■ **WORK TASK**: In the listing below, identify each line with the word "graph" and return those lines.

★ ★ ★ ★ ★ ★ ★

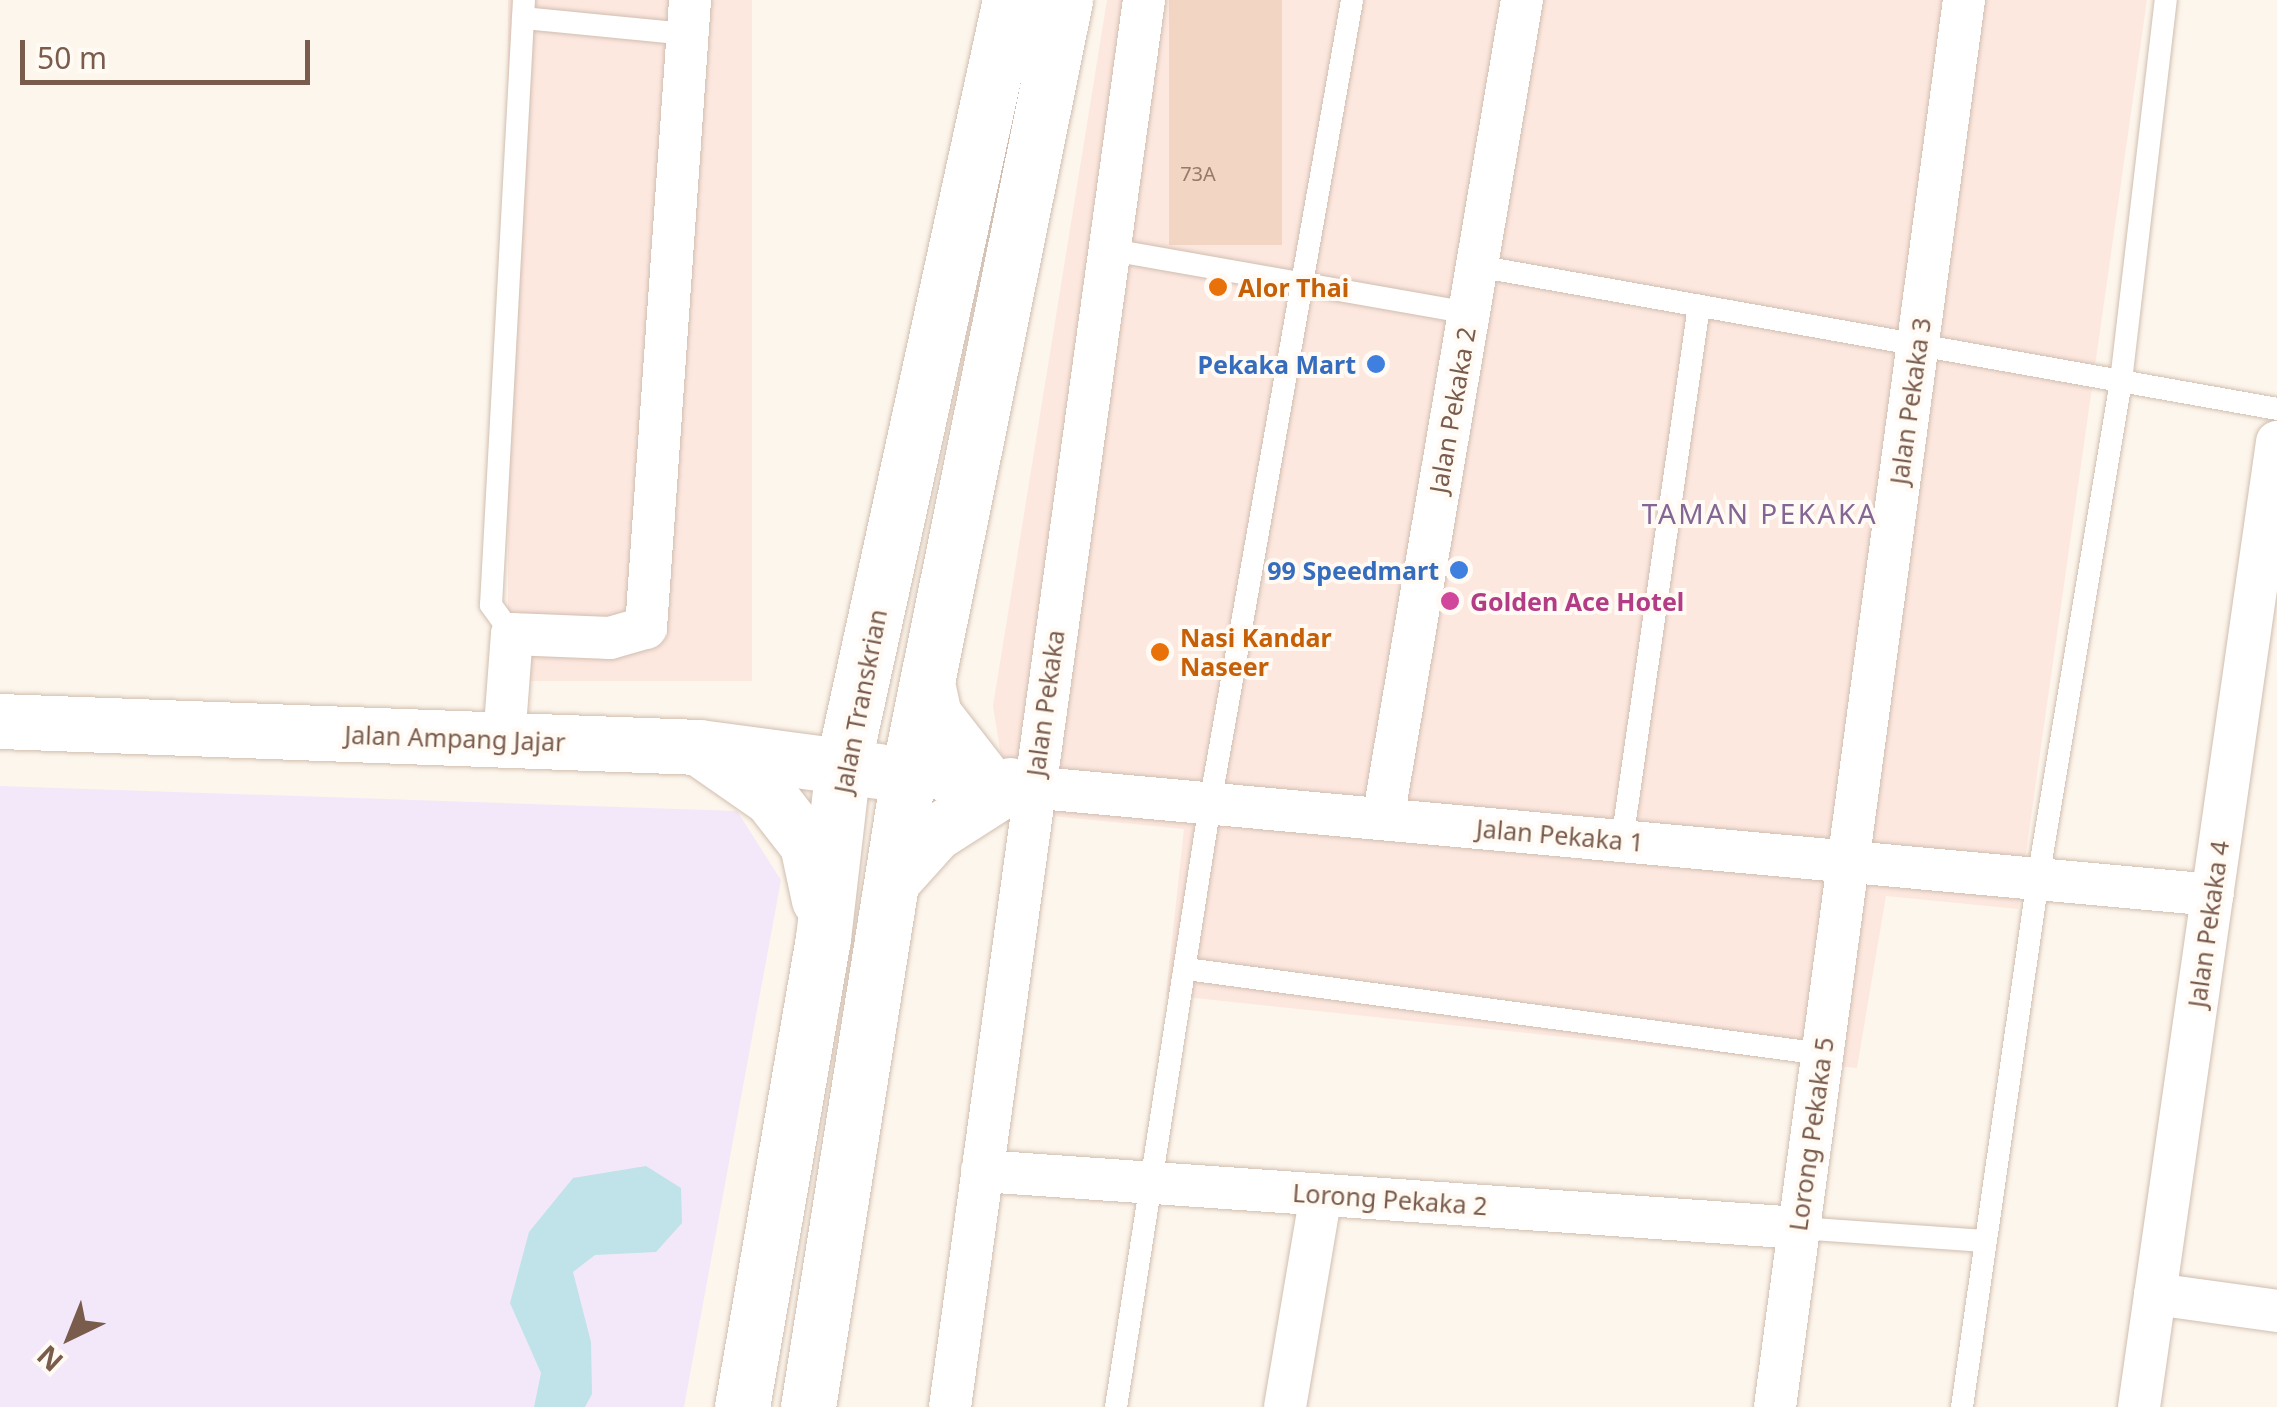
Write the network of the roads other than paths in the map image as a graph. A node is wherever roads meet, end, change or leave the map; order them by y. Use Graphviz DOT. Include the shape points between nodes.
graph roads {
  1 [pos="1010,0"];
  2 [pos="1065,0"];
  3 [pos="1144,0"];
  4 [pos="1352,0"];
  5 [pos="1522,0"];
  6 [pos="1964,0"];
  7 [pos="2166,0"];
  8 [pos="523,9"];
  9 [pos="688,17"];
  10 [pos="1112,250"];
  11 [pos="1477,266"];
  12 [pos="1306,284"];
  13 [pos="1699,306"];
  14 [pos="1468,312"];
  15 [pos="1918,345"];
  16 [pos="2121,381"];
  17 [pos="2277,409"];
  18 [pos="2277,442"];
  19 [pos="512,634"];
  20 [pos="927,683"];
  21 [pos="861,686"];
  22 [pos="0,721"];
  23 [pos="504,740"];
  24 [pos="699,747"];
  25 [pos="762,751"];
  26 [pos="844,765"];
  27 [pos="908,776"];
  28 [pos="1010,785"];
  29 [pos="1210,804"];
  30 [pos="1382,819"];
  31 [pos="1622,841"];
  32 [pos="1848,862"];
  33 [pos="2038,879"];
  34 [pos="892,882"];
  35 [pos="2212,896"];
  36 [pos="823,938"];
  37 [pos="1186,970"];
  38 [pos="1822,1054"];
  39 [pos="982,1171"];
  40 [pos="1149,1183"];
  41 [pos="1321,1194"];
  42 [pos="1799,1228"];
  43 [pos="1986,1240"];
  44 [pos="2155,1294"];
  45 [pos="2277,1311"];
  46 [pos="742,1407"];
  47 [pos="808,1407"];
  48 [pos="950,1407"];
  49 [pos="1116,1407"];
  50 [pos="1285,1407"];
  51 [pos="1775,1407"];
  52 [pos="1962,1407"];
  53 [pos="2139,1407"];
  1 -- 21 [label="main road, Jalan Transkrian"];
  2 -- 20 [label="main road"];
  3 -- 10 [label="street, Jalan Pekaka"];
  4 -- 12 [label="lane"];
  5 -- 11 [label="street, Jalan Pekaka 2"];
  6 -- 15 [label="street, Jalan Pekaka 3"];
  7 -- 16 [label="lane"];
  8 -- 9 [label="lane"];
  8 -- 19 [label="lane" via="490,604"];
  9 -- 19 [label="street" via="646,628 610,638"];
  10 -- 12 [label="lane"];
  10 -- 28 [label="street, Jalan Pekaka"];
  11 -- 13 [label="lane"];
  11 -- 14 [label="street, Jalan Pekaka 2"];
  12 -- 14 [label="lane"];
  12 -- 29 [label="lane"];
  13 -- 15 [label="lane"];
  13 -- 31 [label="lane"];
  14 -- 30 [label="street, Jalan Pekaka 2"];
  15 -- 16 [label="lane"];
  15 -- 32 [label="street, Jalan Pekaka 3"];
  16 -- 17 [label="lane"];
  16 -- 33 [label="lane"];
  18 -- 35 [label="street, Jalan Pekaka 4"];
  19 -- 23 [label="street"];
  20 -- 27 [label="main road"];
  20 -- 28 [label="main road" via="934,715"];
  21 -- 25 [label="main road" via="828,720"];
  21 -- 26 [label="main road, Jalan Transkrian"];
  22 -- 23 [label="main road, Jalan Ampang Jajar"];
  23 -- 24 [label="main road, Jalan Ampang Jajar"];
  24 -- 25 [label="main road, Jalan Ampang Jajar"];
  24 -- 36 [label="main road" via="771,798 807,844"];
  25 -- 26 [label="main road, Jalan Ampang Jajar"];
  26 -- 27 [label="main road, Jalan Ampang Jajar"];
  26 -- 36 [label="main road, Jalan Transkrian"];
  27 -- 28 [label="street, Jalan Pekaka 1"];
  27 -- 34 [label="main road"];
  28 -- 29 [label="street, Jalan Pekaka 1"];
  28 -- 34 [label="main road" via="935,833"];
  28 -- 39 [label="street, Jalan Pekaka"];
  29 -- 30 [label="street, Jalan Pekaka 1"];
  29 -- 37 [label="lane"];
  30 -- 31 [label="street, Jalan Pekaka 1"];
  31 -- 32 [label="street, Jalan Pekaka 1"];
  32 -- 33 [label="street, Jalan Pekaka 1"];
  32 -- 38 [label="street, Lorong Pekaka 5"];
  33 -- 35 [label="street, Jalan Pekaka 1"];
  33 -- 43 [label="lane"];
  34 -- 47 [label="main road"];
  35 -- 44 [label="street, Jalan Pekaka 4"];
  36 -- 46 [label="main road, Jalan Transkrian"];
  37 -- 38 [label="lane"];
  37 -- 40 [label="lane"];
  38 -- 42 [label="street, Lorong Pekaka 5"];
  39 -- 40 [label="street, Lorong Pekaka 2"];
  39 -- 48 [label="street, Jalan Pekaka"];
  40 -- 41 [label="street, Lorong Pekaka 2"];
  40 -- 49 [label="lane"];
  41 -- 42 [label="street, Lorong Pekaka 2"];
  41 -- 50 [label="street"];
  42 -- 43 [label="lane"];
  42 -- 51 [label="street, Lorong Pekaka 5"];
  43 -- 52 [label="lane"];
  44 -- 45 [label="street"];
  44 -- 53 [label="street, Jalan Pekaka 4"];
}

★ ★ ★ ★ ★ ★ ★

■ **ANSWER SPACE**:
Write the network of the roads other than paths in the map image as a graph. A node is wherever roads meet, end, change or leave the map; order them by y. Use Graphviz DOT. Include the shape points between nodes.
graph roads {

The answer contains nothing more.